Most new founders have never seen what they covet most — a term sheet stipulating the conditions under which an investor will make a financial commitment in their startup. Unlike investors, who are far more familiar with term sheets, inexperienced founders often have a hard time understanding how to structure the document so that it provides meaningful value to investors without giving away everything they worked so hard to build.

Getting your first term sheet right is critical for ensuring the financial and capital success of your business, because the terms you agree to early on in your startup tend to carry through for the life of the company.

It’s such an important topic that we’ve enlisted a trio of world-class experts — Mandela SH Dixon (CEO, All Raise), Kevin Liu (director, Techstars Investments) and James Norman (CEO, Pilotly/general partner, Black Ops) — to break it down for you during a panel discussion at TechCrunch Disrupt on October 18–20 in San Francisco.

Understanding a term sheet is a daunting task, and you can’t afford to assume anything about the language, because nothing is standard. It’s nuanced, and it can impact the structure of future investing rounds, who sits on your board and what happens if the company is liquidated.
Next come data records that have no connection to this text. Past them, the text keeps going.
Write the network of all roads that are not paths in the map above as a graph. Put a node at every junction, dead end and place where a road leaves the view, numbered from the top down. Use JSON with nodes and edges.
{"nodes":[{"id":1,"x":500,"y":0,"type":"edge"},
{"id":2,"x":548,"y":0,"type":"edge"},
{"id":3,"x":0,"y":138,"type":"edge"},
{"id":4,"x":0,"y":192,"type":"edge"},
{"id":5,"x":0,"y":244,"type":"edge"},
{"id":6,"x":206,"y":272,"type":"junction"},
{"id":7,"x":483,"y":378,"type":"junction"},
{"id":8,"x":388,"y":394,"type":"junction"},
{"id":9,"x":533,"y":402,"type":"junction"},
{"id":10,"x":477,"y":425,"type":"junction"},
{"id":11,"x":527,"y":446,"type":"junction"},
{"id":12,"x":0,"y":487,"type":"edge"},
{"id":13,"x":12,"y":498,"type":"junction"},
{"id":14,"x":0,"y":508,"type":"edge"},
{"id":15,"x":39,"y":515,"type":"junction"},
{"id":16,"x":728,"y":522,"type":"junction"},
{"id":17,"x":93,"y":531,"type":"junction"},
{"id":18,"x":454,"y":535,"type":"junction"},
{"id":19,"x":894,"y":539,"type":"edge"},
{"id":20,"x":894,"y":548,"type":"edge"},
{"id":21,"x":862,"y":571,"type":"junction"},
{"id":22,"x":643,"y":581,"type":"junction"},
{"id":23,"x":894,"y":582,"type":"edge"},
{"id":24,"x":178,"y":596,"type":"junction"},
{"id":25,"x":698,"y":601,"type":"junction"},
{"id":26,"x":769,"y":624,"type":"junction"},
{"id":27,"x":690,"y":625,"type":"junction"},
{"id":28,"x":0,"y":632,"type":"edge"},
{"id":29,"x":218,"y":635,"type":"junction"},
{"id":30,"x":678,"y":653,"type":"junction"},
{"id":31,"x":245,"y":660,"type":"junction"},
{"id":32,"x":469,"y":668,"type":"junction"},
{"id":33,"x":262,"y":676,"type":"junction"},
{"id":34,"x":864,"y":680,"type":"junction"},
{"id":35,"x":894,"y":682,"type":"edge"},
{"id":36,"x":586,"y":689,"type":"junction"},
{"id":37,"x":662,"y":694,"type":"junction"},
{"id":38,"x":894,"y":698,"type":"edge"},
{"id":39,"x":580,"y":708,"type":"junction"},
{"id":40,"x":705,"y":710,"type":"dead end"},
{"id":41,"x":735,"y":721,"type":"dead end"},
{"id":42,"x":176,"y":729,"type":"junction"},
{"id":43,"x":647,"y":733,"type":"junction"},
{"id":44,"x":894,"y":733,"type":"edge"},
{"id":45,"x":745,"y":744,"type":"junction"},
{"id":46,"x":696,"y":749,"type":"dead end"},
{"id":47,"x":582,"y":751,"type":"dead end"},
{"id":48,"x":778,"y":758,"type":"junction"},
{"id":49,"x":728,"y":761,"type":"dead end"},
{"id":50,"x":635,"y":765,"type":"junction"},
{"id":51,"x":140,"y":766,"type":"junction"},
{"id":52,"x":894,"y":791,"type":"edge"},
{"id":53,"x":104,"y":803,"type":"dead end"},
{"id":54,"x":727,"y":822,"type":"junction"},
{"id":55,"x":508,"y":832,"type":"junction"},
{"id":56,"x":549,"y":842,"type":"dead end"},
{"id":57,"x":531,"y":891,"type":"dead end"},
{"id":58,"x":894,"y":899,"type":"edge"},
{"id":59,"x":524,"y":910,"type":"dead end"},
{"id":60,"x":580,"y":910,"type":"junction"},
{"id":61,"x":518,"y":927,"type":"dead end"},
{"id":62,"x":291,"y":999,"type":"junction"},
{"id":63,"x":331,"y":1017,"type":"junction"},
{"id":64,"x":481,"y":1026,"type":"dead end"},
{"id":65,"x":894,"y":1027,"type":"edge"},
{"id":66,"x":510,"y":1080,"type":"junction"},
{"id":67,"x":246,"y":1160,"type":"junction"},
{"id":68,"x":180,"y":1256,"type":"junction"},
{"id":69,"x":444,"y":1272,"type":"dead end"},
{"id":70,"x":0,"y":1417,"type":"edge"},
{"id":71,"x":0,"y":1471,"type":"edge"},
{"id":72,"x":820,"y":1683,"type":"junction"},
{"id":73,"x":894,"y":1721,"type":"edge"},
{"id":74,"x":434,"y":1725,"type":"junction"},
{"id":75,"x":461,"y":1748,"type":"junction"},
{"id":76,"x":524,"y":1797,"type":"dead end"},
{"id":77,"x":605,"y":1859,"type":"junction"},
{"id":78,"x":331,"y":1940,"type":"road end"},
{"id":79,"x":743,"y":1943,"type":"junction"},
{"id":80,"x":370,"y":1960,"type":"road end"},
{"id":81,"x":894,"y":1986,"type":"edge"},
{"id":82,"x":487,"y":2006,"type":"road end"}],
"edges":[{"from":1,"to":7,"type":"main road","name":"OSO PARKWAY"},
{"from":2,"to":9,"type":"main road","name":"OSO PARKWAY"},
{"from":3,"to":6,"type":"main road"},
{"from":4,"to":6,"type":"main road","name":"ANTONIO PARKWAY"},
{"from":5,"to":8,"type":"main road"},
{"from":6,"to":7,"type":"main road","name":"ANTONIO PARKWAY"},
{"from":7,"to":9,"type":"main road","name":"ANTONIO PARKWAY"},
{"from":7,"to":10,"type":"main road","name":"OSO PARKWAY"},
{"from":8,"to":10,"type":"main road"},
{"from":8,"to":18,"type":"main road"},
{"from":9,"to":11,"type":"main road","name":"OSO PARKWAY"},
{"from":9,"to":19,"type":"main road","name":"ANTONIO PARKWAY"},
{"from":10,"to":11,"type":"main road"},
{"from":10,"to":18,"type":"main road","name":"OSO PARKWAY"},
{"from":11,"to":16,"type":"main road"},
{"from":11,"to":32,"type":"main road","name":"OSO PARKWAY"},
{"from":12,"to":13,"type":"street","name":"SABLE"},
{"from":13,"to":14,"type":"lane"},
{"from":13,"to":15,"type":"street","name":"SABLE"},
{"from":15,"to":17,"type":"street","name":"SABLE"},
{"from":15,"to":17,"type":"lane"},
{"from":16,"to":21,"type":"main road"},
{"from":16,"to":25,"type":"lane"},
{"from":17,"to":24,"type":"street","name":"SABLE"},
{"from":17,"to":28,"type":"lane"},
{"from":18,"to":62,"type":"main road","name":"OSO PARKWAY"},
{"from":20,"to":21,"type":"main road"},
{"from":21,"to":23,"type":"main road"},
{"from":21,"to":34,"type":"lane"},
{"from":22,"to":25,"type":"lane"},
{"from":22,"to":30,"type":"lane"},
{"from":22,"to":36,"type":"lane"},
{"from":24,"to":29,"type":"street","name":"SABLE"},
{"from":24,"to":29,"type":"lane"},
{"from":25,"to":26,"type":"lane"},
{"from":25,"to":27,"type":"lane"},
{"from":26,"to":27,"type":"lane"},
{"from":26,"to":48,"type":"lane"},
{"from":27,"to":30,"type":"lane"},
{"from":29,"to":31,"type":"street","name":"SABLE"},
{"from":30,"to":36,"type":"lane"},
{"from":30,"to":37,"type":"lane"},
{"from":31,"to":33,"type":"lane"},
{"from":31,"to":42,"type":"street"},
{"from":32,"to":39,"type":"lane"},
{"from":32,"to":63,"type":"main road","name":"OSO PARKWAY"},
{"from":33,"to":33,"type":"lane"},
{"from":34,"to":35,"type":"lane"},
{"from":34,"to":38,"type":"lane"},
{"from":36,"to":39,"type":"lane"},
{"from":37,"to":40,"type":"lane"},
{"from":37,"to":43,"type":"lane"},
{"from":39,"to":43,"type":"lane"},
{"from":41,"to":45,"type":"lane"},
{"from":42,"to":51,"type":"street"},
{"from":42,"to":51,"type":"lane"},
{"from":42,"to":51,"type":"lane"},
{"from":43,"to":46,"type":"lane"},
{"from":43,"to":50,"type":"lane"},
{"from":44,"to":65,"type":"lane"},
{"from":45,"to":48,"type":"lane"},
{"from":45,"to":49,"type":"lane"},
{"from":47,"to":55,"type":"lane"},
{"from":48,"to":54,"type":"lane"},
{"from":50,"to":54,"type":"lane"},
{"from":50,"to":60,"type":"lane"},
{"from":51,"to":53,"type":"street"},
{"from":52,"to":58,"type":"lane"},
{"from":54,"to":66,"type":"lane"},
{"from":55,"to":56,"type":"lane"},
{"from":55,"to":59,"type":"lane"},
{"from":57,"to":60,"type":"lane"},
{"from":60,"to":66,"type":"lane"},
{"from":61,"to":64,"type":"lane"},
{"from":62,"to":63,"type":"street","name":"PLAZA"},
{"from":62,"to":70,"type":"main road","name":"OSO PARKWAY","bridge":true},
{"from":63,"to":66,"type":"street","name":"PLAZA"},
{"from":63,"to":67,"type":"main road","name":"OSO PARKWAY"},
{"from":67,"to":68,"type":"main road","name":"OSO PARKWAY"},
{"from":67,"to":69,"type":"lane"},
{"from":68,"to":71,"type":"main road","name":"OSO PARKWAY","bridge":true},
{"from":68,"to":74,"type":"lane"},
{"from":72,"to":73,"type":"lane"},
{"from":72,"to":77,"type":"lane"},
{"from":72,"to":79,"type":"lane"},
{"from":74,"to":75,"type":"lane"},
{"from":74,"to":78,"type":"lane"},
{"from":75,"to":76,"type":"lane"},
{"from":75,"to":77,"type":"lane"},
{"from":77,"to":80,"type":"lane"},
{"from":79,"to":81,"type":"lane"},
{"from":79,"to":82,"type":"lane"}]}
We’ll have questions, and these experienced investors and serial entrepreneurs will provide the answers. They’ll dig into essentials such as investment amount, valuation, option pool and liquidation preference — the four main pillars of a term sheet’s structure.

Learn more about the experts who will dispense real-world insights that you can use to craft and negotiate term sheets like a pro.

Mandela SH Dixon is the CEO of All Raise, a nonprofit on a mission to accelerate the success of female and nonbinary investors, founders and operators in tech. All Raise programs equip women and nonbinary leaders with opportunities to advance their professional growth and work together to create a more equitable future.

At age 25, Dixon dropped out of a PhD program to start her first company and became one of the first Black women to raise venture capital from Silicon Valley investors.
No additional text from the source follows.